Image by Carlotta Piccini, working with Omnidrive, Krakow earlier this month. All photos courtesy Patch.

Sometimes it’s what’s at the margins of the event circuit that’s the most promising. Outside the known names and big-budget pieces, artists are experimenting with audiovisual expression, hacking together projects and improvising with light and sound.

And in Europe and other continents, this scene is increasingly expanding beyond the cities once known as hubs – beyond a Paris or even a Berlin.

That’s why I was pleased myself to participate in Patch, a festival in Krakow, Poland. In fact, riding the trains from Ostbahnhof to Krakow, talking to people my age and fifteen years younger, it was stunning to me to think how the very geography in which this city is situated has changed in my lifetime. Whatever creative energies cross paths may still be emerging. Whether it’s Poland or rural Tennessee or Indonesia, I find the digital creative landscape is evolving internationally.

And it was fitting that Patch was dubbed “audio_visual_lab” – you get the feeling in these kinds of events that people are brewing new things and new connections.

We already got a look at Kiritan Flux’s work, Shechina ex machina. Here’s a bit more of a glimpse of what was on offer, in images and a trailer-style video of the opening.

p a t c h : audio_visual_lab – vernissage 9/11/2012 from p a t c h : audio_visual_lab on Vimeo.
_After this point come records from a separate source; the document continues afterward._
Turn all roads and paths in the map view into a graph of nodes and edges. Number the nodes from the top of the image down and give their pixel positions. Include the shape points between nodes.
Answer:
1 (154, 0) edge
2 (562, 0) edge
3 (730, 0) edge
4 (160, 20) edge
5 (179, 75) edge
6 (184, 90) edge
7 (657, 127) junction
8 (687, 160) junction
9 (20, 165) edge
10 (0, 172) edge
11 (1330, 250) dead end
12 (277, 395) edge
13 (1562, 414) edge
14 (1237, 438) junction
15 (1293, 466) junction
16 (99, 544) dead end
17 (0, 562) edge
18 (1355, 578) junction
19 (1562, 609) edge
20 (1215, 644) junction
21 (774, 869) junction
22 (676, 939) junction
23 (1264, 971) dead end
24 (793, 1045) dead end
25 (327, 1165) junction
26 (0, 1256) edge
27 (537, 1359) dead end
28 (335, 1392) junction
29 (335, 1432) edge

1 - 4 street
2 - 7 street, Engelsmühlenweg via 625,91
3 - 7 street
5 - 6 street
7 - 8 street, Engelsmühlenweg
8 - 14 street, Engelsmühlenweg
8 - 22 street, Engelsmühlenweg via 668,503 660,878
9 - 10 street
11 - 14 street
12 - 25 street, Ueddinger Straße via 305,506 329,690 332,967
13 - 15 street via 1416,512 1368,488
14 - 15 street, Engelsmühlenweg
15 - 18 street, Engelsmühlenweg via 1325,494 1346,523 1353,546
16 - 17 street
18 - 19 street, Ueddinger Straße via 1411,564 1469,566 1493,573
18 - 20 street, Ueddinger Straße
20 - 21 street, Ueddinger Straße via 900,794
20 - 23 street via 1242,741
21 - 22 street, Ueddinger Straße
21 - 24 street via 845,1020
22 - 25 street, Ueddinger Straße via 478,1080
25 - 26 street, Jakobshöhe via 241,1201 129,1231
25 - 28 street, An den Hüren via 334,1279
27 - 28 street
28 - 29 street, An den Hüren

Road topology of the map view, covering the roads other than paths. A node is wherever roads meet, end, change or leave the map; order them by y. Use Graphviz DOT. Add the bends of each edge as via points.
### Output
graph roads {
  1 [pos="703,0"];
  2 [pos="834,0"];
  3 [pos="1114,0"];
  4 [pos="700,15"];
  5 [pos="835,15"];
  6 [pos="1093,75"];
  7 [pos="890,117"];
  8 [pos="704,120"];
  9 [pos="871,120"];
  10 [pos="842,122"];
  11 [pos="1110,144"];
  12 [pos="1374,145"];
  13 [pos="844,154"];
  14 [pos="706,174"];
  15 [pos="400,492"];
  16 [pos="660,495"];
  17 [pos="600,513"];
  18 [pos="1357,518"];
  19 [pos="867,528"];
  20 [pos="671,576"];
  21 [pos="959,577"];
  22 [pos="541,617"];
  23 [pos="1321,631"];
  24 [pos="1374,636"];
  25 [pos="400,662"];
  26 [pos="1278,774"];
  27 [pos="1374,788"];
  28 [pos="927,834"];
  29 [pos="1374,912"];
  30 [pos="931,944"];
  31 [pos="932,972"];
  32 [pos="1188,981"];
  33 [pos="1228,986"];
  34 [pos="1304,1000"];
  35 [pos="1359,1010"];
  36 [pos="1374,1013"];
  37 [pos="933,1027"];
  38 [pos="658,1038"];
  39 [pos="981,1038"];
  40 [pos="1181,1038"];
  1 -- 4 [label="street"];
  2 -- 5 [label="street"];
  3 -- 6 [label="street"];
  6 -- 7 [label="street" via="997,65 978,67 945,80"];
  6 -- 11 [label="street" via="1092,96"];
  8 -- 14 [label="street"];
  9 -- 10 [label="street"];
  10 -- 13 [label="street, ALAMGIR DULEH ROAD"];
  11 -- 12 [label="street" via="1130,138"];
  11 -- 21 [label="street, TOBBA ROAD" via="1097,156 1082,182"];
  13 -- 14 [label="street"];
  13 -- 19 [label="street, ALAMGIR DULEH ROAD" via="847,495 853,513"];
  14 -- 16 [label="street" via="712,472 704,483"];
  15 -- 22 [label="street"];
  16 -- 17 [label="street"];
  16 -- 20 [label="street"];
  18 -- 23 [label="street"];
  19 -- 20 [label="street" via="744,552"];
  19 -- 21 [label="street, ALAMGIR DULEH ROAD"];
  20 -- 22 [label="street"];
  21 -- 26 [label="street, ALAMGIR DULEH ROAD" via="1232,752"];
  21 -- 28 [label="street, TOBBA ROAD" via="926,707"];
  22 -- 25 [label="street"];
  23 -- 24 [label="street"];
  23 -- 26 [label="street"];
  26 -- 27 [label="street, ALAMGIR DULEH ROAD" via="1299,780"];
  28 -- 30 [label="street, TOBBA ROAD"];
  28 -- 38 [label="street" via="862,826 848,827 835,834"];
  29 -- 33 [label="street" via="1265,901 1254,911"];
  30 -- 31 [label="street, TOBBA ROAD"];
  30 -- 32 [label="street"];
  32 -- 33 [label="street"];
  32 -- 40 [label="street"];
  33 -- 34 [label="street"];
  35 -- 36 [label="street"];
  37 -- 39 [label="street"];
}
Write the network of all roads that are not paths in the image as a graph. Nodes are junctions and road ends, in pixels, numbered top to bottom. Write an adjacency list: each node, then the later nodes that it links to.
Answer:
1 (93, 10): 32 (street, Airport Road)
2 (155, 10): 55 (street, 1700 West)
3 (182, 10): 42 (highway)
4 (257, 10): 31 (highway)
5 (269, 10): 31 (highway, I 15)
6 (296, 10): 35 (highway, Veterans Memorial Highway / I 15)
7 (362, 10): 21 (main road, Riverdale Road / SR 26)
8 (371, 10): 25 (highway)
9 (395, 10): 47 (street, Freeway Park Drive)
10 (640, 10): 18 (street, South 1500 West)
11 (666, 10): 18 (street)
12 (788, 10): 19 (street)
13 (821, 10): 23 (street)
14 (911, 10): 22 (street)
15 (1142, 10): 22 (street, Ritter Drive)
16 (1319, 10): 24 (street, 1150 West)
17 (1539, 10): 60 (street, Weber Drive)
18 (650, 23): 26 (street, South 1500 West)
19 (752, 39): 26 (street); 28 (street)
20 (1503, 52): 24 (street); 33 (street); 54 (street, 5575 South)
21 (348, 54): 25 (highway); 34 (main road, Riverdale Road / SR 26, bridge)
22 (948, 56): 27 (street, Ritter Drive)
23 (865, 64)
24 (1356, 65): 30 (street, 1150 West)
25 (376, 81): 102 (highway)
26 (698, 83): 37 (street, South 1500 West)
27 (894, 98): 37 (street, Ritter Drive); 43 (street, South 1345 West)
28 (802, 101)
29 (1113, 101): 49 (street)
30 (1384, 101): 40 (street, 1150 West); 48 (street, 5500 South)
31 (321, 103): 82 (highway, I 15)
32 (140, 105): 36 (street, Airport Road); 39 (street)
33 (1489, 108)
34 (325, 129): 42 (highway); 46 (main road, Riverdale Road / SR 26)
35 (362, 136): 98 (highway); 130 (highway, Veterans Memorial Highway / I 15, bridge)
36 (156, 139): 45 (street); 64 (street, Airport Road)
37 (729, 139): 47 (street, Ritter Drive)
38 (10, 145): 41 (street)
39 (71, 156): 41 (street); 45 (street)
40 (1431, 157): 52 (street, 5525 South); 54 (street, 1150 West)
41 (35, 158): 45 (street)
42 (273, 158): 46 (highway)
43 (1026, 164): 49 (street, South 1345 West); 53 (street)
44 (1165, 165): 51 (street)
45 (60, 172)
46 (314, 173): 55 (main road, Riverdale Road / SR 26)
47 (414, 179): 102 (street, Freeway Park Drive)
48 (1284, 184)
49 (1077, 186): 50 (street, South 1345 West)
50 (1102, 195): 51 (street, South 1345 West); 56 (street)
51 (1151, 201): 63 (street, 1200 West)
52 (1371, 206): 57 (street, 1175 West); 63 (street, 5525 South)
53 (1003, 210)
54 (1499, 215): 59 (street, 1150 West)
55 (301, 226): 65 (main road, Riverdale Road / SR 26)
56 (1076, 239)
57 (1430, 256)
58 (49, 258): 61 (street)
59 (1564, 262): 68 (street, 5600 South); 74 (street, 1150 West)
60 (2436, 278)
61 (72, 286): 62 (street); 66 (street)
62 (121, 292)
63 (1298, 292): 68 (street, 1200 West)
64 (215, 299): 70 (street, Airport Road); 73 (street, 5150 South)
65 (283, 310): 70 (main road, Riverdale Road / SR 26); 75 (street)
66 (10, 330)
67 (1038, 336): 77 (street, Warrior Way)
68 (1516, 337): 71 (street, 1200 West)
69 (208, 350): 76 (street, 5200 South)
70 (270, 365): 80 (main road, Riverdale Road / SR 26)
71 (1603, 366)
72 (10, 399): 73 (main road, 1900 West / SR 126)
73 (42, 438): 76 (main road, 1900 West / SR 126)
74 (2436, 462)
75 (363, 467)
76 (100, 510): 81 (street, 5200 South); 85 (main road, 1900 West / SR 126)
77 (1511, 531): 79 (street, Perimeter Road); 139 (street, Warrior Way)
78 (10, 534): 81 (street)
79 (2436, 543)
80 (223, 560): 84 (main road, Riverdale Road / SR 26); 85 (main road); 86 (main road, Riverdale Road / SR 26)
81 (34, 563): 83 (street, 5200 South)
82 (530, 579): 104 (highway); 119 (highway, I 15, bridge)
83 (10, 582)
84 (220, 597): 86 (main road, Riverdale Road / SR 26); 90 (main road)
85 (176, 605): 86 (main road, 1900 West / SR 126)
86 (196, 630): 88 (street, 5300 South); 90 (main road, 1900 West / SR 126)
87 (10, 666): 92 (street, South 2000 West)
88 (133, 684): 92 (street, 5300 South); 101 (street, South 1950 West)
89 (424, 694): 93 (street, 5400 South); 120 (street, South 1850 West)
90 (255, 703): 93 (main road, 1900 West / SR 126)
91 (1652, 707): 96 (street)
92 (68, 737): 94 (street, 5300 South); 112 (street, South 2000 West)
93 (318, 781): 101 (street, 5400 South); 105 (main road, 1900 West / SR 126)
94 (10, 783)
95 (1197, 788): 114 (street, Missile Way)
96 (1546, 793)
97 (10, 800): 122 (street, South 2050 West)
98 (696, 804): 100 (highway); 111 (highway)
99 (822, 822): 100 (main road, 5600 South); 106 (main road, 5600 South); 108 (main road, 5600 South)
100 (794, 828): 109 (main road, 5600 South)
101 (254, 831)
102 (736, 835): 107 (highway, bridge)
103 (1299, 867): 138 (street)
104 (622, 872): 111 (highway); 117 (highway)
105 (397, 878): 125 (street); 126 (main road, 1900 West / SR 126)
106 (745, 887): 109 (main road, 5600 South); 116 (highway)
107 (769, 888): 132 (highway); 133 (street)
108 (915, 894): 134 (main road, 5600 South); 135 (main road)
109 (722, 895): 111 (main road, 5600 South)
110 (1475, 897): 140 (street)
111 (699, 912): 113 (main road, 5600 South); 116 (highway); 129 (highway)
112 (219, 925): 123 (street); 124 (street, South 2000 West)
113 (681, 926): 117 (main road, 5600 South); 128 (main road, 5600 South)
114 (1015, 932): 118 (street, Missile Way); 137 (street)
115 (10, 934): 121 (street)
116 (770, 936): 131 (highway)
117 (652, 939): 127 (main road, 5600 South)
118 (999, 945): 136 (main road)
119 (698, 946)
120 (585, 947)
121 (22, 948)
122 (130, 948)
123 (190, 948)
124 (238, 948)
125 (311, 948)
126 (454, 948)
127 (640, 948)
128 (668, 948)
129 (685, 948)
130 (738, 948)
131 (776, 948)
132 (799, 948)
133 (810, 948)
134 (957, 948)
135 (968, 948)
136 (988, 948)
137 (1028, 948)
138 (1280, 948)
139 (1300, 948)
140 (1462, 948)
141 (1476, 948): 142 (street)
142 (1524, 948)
Possibly, a jumpgate available to Patch attendees. More likely, Space Room, interactive projection by Elektro Moon Vision.

The author inside Worm, one of the installation projects, by Polish artists Magda Pińczyńska and Wojciech Wnuk.

German artists Swen Seyerlen and Ali Künnemeyer combined mapping and Kinect in the architectural installation “Strike this pose.”

Polish VJ Emiko‘s work begins with sensual, exquisitely-shot footage.

Workshops covered open source tech, Pd, vvvv, 3D, and here myself talking Processing and Pd — all in rapid-fire formats.

My own audiovisual performance, which I have to include here not out of some sort of ego, but because organizers Elektro Moon Vision made my glasses look awesome. Thanks. And yes, it’s nice to be both artist and journalist, to get your hands dirty.

More on the exhibitions: http://patchlab.pl/program/exhibition/

And AV performances: http://patchlab.pl/program/audiovisual-nights/

http://patchlab.pl/program/av-performances/

One particular highlight for me, and artists new to me, was the Warsaw-based A/V duo IM2 and their work Ghost. Crisp music here (sometimes tending to more electro sounds, though subdued for a more ambient evening in Krakow) meets eye-popping, accelerated visuals, rapid-fire combinations of textual layers floating atop delicate droplets of fluid, like a trip inside an information-saturated eyeball. You can get a small taste from their trailer; I hope to have more with these artists soon.

And lastly, some of my own brief photographic impressions:

A cheeky installation from Koenst & Bas K & Born digital, a la Magritte. (The comically off-kilter, splotchy projection mapping wound up being terrific.)

My live rig: Processing + Pd + Liine’s Lemur for iPad.

It was a first year, but I think the beginning of something special. I hope we’ll get to know more of the artists more in depth soon here on CDM.